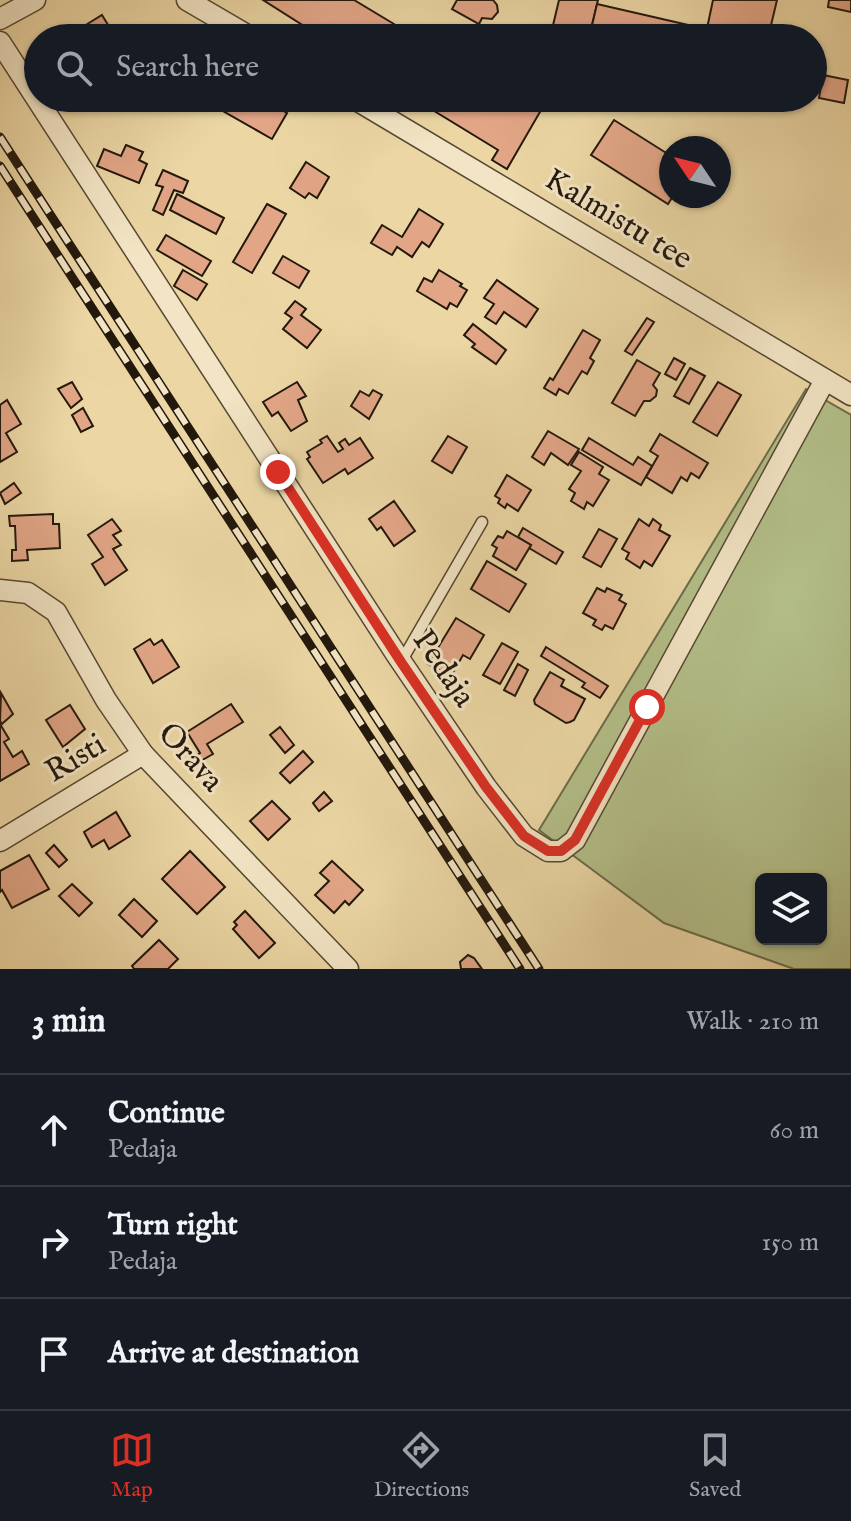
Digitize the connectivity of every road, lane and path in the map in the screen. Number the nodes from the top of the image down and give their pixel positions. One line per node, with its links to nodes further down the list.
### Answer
1 (35, 0): 3 (street)
2 (187, 0): 4 (street)
3 (0, 19)
4 (228, 24)
5 (0, 42): 6 (street, Pedaja)
6 (24, 79)
7 (45, 112): 13 (street, Pedaja)
8 (376, 112): 9 (street, Kalmistu tee)
9 (825, 380): 10 (street, Kalmistu tee); 13 (street, Pedaja)
10 (851, 395)
11 (482, 522): 13 (lane)
12 (0, 590): 14 (street, Orava)
13 (401, 662)
14 (143, 754): 15 (street, Risti); 16 (street, Orava)
15 (0, 841)
16 (348, 969)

— Task description —
Please retype the listing in full, exactly as given, and skip every image.

— Response —
Digitize the connectivity of every road, lane and path in the map in the screen. Number the nodes from the top of the image down and give their pixel positions. One line per node, with its links to nodes further down the list.
### Answer
1 (35, 0): 3 (street)
2 (187, 0): 4 (street)
3 (0, 19)
4 (228, 24)
5 (0, 42): 6 (street, Pedaja)
6 (24, 79)
7 (45, 112): 13 (street, Pedaja)
8 (376, 112): 9 (street, Kalmistu tee)
9 (825, 380): 10 (street, Kalmistu tee); 13 (street, Pedaja)
10 (851, 395)
11 (482, 522): 13 (lane)
12 (0, 590): 14 (street, Orava)
13 (401, 662)
14 (143, 754): 15 (street, Risti); 16 (street, Orava)
15 (0, 841)
16 (348, 969)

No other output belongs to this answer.